[What needs to be done] From the first line to the last, copy the material exactly.

[Records for this task]
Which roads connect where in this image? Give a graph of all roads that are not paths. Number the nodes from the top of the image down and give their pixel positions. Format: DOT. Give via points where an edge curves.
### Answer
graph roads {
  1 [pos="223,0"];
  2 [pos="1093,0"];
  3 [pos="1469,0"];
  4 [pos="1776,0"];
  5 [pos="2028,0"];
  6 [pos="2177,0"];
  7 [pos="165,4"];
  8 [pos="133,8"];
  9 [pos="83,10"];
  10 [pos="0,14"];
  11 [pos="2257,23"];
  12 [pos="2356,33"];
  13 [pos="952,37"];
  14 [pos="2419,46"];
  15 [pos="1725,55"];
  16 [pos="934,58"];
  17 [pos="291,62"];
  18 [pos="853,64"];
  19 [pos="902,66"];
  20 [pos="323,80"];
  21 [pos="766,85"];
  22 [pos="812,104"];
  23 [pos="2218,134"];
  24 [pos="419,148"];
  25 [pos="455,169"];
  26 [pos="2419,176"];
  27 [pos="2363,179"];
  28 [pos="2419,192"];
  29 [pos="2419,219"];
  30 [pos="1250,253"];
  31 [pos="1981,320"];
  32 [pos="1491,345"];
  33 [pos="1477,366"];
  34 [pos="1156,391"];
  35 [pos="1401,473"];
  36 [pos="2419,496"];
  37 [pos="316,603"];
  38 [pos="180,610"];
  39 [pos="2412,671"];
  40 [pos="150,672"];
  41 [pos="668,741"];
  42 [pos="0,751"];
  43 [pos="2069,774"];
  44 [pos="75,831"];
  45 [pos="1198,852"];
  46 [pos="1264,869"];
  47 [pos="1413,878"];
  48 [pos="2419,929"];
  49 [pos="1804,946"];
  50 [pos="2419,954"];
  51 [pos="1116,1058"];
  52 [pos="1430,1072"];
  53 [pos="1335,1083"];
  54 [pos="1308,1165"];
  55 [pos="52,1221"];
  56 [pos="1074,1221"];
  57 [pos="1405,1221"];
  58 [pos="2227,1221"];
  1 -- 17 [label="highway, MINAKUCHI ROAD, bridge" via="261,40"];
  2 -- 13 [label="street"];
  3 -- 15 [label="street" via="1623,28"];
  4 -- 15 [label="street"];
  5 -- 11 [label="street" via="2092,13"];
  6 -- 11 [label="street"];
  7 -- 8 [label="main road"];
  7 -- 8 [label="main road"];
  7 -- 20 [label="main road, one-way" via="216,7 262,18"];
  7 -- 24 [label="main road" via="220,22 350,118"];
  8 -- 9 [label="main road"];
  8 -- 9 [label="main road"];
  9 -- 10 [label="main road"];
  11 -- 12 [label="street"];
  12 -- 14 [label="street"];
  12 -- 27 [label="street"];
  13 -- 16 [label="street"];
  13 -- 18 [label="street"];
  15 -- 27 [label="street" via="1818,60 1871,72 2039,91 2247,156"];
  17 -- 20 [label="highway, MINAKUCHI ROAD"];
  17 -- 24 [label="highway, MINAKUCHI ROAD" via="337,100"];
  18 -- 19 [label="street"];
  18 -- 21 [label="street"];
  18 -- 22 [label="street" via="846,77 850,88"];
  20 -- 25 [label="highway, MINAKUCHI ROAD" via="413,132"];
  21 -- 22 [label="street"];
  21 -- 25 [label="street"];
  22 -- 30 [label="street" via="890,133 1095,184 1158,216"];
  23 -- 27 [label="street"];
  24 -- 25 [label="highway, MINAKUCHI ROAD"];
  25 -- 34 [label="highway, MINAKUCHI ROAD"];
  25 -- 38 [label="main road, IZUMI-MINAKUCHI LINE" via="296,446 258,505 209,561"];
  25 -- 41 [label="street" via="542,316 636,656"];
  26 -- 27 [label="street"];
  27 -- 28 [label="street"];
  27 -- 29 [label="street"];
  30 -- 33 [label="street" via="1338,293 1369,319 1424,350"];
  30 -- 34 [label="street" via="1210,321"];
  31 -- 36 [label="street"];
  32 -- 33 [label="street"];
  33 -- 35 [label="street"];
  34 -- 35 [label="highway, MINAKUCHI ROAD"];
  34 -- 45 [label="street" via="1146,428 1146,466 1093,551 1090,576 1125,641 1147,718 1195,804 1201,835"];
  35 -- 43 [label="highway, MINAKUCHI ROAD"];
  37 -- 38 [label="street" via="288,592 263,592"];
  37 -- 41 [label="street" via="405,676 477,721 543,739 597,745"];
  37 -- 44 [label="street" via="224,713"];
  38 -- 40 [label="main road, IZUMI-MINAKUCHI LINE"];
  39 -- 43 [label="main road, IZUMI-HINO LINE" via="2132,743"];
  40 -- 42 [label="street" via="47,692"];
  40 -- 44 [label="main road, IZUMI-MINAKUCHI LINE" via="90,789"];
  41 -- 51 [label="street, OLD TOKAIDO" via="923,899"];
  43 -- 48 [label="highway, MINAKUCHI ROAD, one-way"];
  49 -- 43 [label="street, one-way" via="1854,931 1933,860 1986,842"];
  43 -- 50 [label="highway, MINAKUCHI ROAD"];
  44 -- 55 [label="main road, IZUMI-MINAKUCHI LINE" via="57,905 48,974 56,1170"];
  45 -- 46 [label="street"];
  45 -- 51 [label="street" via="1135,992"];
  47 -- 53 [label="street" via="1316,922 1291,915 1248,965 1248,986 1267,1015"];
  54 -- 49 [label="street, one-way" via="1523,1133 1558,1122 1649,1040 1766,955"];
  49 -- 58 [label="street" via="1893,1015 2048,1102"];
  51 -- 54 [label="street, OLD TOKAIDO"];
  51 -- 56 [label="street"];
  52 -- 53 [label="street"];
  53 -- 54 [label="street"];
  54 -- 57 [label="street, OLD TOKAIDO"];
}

[Solution to this problem]
Which roads connect where in this image? Give a graph of all roads that are not paths. Number the nodes from the top of the image down and give their pixel positions. Format: DOT. Give via points where an edge curves.
### Answer
graph roads {
  1 [pos="223,0"];
  2 [pos="1093,0"];
  3 [pos="1469,0"];
  4 [pos="1776,0"];
  5 [pos="2028,0"];
  6 [pos="2177,0"];
  7 [pos="165,4"];
  8 [pos="133,8"];
  9 [pos="83,10"];
  10 [pos="0,14"];
  11 [pos="2257,23"];
  12 [pos="2356,33"];
  13 [pos="952,37"];
  14 [pos="2419,46"];
  15 [pos="1725,55"];
  16 [pos="934,58"];
  17 [pos="291,62"];
  18 [pos="853,64"];
  19 [pos="902,66"];
  20 [pos="323,80"];
  21 [pos="766,85"];
  22 [pos="812,104"];
  23 [pos="2218,134"];
  24 [pos="419,148"];
  25 [pos="455,169"];
  26 [pos="2419,176"];
  27 [pos="2363,179"];
  28 [pos="2419,192"];
  29 [pos="2419,219"];
  30 [pos="1250,253"];
  31 [pos="1981,320"];
  32 [pos="1491,345"];
  33 [pos="1477,366"];
  34 [pos="1156,391"];
  35 [pos="1401,473"];
  36 [pos="2419,496"];
  37 [pos="316,603"];
  38 [pos="180,610"];
  39 [pos="2412,671"];
  40 [pos="150,672"];
  41 [pos="668,741"];
  42 [pos="0,751"];
  43 [pos="2069,774"];
  44 [pos="75,831"];
  45 [pos="1198,852"];
  46 [pos="1264,869"];
  47 [pos="1413,878"];
  48 [pos="2419,929"];
  49 [pos="1804,946"];
  50 [pos="2419,954"];
  51 [pos="1116,1058"];
  52 [pos="1430,1072"];
  53 [pos="1335,1083"];
  54 [pos="1308,1165"];
  55 [pos="52,1221"];
  56 [pos="1074,1221"];
  57 [pos="1405,1221"];
  58 [pos="2227,1221"];
  1 -- 17 [label="highway, MINAKUCHI ROAD, bridge" via="261,40"];
  2 -- 13 [label="street"];
  3 -- 15 [label="street" via="1623,28"];
  4 -- 15 [label="street"];
  5 -- 11 [label="street" via="2092,13"];
  6 -- 11 [label="street"];
  7 -- 8 [label="main road"];
  7 -- 8 [label="main road"];
  7 -- 20 [label="main road, one-way" via="216,7 262,18"];
  7 -- 24 [label="main road" via="220,22 350,118"];
  8 -- 9 [label="main road"];
  8 -- 9 [label="main road"];
  9 -- 10 [label="main road"];
  11 -- 12 [label="street"];
  12 -- 14 [label="street"];
  12 -- 27 [label="street"];
  13 -- 16 [label="street"];
  13 -- 18 [label="street"];
  15 -- 27 [label="street" via="1818,60 1871,72 2039,91 2247,156"];
  17 -- 20 [label="highway, MINAKUCHI ROAD"];
  17 -- 24 [label="highway, MINAKUCHI ROAD" via="337,100"];
  18 -- 19 [label="street"];
  18 -- 21 [label="street"];
  18 -- 22 [label="street" via="846,77 850,88"];
  20 -- 25 [label="highway, MINAKUCHI ROAD" via="413,132"];
  21 -- 22 [label="street"];
  21 -- 25 [label="street"];
  22 -- 30 [label="street" via="890,133 1095,184 1158,216"];
  23 -- 27 [label="street"];
  24 -- 25 [label="highway, MINAKUCHI ROAD"];
  25 -- 34 [label="highway, MINAKUCHI ROAD"];
  25 -- 38 [label="main road, IZUMI-MINAKUCHI LINE" via="296,446 258,505 209,561"];
  25 -- 41 [label="street" via="542,316 636,656"];
  26 -- 27 [label="street"];
  27 -- 28 [label="street"];
  27 -- 29 [label="street"];
  30 -- 33 [label="street" via="1338,293 1369,319 1424,350"];
  30 -- 34 [label="street" via="1210,321"];
  31 -- 36 [label="street"];
  32 -- 33 [label="street"];
  33 -- 35 [label="street"];
  34 -- 35 [label="highway, MINAKUCHI ROAD"];
  34 -- 45 [label="street" via="1146,428 1146,466 1093,551 1090,576 1125,641 1147,718 1195,804 1201,835"];
  35 -- 43 [label="highway, MINAKUCHI ROAD"];
  37 -- 38 [label="street" via="288,592 263,592"];
  37 -- 41 [label="street" via="405,676 477,721 543,739 597,745"];
  37 -- 44 [label="street" via="224,713"];
  38 -- 40 [label="main road, IZUMI-MINAKUCHI LINE"];
  39 -- 43 [label="main road, IZUMI-HINO LINE" via="2132,743"];
  40 -- 42 [label="street" via="47,692"];
  40 -- 44 [label="main road, IZUMI-MINAKUCHI LINE" via="90,789"];
  41 -- 51 [label="street, OLD TOKAIDO" via="923,899"];
  43 -- 48 [label="highway, MINAKUCHI ROAD, one-way"];
  49 -- 43 [label="street, one-way" via="1854,931 1933,860 1986,842"];
  43 -- 50 [label="highway, MINAKUCHI ROAD"];
  44 -- 55 [label="main road, IZUMI-MINAKUCHI LINE" via="57,905 48,974 56,1170"];
  45 -- 46 [label="street"];
  45 -- 51 [label="street" via="1135,992"];
  47 -- 53 [label="street" via="1316,922 1291,915 1248,965 1248,986 1267,1015"];
  54 -- 49 [label="street, one-way" via="1523,1133 1558,1122 1649,1040 1766,955"];
  49 -- 58 [label="street" via="1893,1015 2048,1102"];
  51 -- 54 [label="street, OLD TOKAIDO"];
  51 -- 56 [label="street"];
  52 -- 53 [label="street"];
  53 -- 54 [label="street"];
  54 -- 57 [label="street, OLD TOKAIDO"];
}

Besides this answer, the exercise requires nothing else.